Dataset content
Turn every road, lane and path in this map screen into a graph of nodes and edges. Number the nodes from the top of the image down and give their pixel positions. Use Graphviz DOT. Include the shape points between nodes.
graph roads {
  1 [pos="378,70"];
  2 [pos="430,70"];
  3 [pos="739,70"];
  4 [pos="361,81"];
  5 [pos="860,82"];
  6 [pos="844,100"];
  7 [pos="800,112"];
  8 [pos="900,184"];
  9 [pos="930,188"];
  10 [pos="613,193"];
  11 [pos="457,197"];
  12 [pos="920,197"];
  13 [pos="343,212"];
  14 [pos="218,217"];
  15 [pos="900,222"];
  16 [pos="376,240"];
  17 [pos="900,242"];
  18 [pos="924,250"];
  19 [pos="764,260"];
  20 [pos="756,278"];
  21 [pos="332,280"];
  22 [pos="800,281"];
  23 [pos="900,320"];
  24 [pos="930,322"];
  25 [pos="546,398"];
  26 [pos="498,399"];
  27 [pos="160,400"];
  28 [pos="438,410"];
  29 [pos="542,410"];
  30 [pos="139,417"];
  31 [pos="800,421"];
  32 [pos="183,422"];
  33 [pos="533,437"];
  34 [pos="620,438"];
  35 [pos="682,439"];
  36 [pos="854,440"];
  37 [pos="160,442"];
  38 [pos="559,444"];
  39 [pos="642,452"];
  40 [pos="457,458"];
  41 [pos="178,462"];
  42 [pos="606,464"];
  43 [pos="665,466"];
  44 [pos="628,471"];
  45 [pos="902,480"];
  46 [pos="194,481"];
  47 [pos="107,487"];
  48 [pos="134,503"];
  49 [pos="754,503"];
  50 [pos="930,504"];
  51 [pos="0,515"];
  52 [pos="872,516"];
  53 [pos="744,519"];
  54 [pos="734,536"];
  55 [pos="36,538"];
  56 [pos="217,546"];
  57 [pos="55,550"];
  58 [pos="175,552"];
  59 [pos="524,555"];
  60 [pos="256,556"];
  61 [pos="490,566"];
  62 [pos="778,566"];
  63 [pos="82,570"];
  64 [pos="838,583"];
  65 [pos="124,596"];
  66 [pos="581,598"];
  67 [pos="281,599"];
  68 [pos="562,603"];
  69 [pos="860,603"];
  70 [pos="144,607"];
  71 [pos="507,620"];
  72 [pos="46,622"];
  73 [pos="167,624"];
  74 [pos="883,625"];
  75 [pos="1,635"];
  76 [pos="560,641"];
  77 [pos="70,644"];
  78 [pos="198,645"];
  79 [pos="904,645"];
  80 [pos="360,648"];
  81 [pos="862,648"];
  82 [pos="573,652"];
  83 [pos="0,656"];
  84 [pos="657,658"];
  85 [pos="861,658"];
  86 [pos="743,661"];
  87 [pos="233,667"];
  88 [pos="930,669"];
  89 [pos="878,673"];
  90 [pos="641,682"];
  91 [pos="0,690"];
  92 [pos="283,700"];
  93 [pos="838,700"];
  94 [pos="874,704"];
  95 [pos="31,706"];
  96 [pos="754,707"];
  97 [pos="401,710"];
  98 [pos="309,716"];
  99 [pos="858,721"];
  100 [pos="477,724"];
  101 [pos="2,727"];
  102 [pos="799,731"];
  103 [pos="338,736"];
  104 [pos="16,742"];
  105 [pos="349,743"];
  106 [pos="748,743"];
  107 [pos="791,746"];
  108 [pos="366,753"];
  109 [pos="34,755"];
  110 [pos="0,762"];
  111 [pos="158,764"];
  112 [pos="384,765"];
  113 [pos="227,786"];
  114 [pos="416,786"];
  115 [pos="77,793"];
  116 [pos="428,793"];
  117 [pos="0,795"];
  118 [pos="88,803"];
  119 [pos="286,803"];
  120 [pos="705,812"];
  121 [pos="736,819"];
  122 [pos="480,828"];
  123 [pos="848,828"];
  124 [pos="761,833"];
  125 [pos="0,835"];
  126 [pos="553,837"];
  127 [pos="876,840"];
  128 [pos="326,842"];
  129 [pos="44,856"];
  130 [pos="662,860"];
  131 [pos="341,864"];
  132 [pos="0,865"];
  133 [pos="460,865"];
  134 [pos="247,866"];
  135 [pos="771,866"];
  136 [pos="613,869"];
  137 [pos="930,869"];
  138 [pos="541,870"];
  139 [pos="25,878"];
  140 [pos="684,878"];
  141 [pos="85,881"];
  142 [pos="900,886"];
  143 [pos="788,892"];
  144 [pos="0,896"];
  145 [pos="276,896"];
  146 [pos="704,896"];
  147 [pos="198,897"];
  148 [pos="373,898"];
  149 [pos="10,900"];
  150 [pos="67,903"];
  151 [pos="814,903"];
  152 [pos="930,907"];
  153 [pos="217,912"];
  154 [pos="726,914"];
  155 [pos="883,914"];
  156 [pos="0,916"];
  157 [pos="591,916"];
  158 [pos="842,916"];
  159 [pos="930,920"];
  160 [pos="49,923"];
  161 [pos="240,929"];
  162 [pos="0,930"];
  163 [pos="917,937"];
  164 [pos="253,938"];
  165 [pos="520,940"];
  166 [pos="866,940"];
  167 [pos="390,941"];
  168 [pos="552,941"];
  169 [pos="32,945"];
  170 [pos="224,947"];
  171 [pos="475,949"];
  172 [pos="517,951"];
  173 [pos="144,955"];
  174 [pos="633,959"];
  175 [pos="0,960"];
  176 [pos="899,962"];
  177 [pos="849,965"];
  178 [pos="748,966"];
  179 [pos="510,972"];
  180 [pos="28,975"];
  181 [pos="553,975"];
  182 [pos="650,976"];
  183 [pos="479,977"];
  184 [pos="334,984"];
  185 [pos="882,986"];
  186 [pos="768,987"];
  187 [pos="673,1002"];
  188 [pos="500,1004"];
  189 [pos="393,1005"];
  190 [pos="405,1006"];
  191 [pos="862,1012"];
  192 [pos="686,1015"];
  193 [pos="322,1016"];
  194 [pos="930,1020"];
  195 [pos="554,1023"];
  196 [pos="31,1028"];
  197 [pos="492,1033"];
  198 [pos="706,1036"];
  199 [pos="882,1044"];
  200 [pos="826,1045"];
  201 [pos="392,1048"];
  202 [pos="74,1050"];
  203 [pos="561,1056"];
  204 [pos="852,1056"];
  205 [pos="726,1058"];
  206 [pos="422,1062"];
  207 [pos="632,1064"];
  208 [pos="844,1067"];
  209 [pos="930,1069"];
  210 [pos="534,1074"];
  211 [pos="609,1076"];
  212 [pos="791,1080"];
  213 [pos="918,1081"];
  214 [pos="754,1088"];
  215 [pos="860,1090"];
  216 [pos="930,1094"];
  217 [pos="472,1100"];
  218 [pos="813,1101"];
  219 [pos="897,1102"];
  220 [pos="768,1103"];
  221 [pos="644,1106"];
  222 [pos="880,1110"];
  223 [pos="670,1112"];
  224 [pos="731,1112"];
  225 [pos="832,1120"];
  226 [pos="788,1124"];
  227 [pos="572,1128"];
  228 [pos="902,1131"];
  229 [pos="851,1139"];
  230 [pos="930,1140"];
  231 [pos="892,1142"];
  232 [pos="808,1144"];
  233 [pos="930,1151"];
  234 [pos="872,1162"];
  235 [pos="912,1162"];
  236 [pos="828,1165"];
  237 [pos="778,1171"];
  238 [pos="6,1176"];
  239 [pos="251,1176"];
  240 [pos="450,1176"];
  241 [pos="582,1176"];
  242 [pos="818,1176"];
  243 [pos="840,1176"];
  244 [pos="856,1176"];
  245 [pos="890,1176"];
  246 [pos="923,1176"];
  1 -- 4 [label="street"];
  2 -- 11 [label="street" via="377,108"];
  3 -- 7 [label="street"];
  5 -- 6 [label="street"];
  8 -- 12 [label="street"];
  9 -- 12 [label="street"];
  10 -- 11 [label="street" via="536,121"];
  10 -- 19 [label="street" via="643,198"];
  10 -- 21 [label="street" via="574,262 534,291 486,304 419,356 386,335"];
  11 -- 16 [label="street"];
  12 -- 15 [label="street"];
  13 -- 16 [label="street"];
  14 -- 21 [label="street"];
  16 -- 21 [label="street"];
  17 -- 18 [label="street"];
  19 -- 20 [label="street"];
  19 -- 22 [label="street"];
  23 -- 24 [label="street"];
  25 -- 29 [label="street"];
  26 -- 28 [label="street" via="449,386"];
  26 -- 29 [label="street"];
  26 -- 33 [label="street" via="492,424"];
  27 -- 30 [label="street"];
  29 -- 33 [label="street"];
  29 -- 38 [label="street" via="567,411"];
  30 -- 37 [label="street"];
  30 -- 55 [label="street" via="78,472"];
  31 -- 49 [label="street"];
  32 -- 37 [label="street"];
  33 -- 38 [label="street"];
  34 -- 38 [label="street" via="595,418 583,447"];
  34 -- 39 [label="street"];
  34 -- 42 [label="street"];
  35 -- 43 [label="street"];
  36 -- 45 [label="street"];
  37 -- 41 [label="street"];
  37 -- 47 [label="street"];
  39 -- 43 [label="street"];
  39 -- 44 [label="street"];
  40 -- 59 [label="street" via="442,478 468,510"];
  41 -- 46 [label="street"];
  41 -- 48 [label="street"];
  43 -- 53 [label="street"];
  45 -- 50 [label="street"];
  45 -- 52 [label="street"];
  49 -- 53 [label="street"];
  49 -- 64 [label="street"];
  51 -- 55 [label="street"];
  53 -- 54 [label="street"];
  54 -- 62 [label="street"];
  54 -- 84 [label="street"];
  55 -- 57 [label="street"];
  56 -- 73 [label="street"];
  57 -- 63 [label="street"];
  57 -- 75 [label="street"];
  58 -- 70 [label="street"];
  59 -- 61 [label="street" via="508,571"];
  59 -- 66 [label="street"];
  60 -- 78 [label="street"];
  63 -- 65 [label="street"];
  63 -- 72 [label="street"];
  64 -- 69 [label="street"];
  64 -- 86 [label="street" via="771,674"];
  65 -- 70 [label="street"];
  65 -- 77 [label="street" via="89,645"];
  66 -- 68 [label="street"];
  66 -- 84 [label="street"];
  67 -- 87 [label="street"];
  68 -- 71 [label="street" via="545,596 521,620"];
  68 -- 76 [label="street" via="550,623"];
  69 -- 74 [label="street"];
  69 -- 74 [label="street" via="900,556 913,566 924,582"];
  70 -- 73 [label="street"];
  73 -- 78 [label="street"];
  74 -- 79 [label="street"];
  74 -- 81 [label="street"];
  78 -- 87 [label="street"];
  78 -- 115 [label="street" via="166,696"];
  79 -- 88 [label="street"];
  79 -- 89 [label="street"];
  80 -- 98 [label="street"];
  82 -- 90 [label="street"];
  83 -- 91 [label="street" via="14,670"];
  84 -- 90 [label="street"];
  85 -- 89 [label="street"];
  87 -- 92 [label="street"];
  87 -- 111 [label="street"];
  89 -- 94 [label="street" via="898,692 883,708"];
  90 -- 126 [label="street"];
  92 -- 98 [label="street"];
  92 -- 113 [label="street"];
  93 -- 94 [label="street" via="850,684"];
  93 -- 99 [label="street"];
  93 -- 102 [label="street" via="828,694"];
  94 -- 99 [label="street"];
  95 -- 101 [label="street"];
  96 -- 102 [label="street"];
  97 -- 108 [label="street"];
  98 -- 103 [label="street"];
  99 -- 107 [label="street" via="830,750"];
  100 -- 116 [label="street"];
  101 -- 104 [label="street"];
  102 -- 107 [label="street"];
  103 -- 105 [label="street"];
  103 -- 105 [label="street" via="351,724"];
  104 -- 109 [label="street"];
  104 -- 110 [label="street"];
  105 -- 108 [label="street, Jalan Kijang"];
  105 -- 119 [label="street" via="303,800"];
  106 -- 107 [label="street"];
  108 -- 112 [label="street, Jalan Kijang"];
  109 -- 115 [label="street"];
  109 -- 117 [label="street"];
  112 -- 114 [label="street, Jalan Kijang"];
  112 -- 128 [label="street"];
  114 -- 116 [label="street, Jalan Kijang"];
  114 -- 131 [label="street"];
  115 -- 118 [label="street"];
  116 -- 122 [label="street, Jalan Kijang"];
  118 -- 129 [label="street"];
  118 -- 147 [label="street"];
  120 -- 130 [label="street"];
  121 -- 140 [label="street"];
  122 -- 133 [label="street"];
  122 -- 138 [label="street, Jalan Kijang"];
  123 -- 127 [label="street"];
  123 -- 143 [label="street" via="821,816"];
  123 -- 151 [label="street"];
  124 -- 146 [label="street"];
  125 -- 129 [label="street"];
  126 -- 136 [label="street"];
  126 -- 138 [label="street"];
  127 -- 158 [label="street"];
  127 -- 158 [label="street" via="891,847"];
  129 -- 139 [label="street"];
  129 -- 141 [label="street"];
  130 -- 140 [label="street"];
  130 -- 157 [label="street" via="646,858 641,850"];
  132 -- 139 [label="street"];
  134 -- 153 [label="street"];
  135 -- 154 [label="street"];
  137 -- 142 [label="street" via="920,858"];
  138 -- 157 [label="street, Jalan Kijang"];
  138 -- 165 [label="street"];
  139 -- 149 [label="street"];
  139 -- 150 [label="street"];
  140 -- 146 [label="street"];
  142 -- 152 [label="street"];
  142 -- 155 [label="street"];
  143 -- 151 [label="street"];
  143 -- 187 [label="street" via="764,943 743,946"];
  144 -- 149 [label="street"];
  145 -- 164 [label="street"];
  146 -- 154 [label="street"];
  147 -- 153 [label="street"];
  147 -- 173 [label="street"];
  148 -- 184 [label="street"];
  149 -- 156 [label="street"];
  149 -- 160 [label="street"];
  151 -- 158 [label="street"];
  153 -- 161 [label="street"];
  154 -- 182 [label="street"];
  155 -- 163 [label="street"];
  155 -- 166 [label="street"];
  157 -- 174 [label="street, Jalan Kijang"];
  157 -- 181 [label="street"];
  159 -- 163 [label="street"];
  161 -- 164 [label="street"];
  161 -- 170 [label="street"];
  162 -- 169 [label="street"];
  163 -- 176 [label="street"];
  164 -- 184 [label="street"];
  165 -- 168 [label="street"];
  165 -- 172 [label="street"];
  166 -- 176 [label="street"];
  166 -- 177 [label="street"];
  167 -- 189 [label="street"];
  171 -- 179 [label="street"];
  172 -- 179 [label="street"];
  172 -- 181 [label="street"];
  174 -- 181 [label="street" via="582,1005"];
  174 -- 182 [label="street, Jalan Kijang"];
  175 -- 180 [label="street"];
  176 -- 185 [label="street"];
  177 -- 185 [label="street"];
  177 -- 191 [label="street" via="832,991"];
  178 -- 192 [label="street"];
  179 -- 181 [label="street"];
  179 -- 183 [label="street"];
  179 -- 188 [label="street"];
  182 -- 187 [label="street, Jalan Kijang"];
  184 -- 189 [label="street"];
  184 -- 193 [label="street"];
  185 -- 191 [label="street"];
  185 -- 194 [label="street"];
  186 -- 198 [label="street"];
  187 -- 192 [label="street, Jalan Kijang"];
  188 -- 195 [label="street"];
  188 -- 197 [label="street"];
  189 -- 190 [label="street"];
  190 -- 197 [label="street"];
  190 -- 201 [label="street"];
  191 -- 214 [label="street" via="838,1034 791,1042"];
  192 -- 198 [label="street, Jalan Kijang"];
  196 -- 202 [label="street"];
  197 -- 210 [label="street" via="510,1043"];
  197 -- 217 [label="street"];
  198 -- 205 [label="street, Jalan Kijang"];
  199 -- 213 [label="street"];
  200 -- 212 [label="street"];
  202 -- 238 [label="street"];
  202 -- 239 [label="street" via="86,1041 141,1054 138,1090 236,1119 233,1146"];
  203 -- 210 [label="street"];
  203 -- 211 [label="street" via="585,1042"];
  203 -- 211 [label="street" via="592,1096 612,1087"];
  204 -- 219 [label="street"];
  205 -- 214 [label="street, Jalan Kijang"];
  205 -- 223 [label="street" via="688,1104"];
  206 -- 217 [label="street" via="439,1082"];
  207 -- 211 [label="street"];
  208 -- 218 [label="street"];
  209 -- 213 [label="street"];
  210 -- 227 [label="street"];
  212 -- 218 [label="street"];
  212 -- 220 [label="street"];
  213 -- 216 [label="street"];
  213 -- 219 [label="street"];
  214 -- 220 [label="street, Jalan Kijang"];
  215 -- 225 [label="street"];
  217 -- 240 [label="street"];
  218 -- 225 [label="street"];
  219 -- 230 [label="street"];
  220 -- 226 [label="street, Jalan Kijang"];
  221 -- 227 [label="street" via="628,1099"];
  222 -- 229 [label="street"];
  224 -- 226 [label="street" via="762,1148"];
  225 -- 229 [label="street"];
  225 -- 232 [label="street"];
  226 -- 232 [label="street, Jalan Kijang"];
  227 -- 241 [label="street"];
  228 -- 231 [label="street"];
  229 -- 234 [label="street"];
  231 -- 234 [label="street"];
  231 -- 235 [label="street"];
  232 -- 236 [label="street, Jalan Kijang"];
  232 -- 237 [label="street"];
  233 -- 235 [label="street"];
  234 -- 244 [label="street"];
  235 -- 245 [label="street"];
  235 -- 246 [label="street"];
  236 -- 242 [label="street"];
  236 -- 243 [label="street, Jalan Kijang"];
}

Problem
Scan the records for the string "graph" and show every line that contains it.

Result
Turn every road, lane and path in this map screen into a graph of nodes and edges. Number the nodes from the top of the image down and give their pixel positions. Use Graphviz DOT. Include the shape points between nodes.
graph roads {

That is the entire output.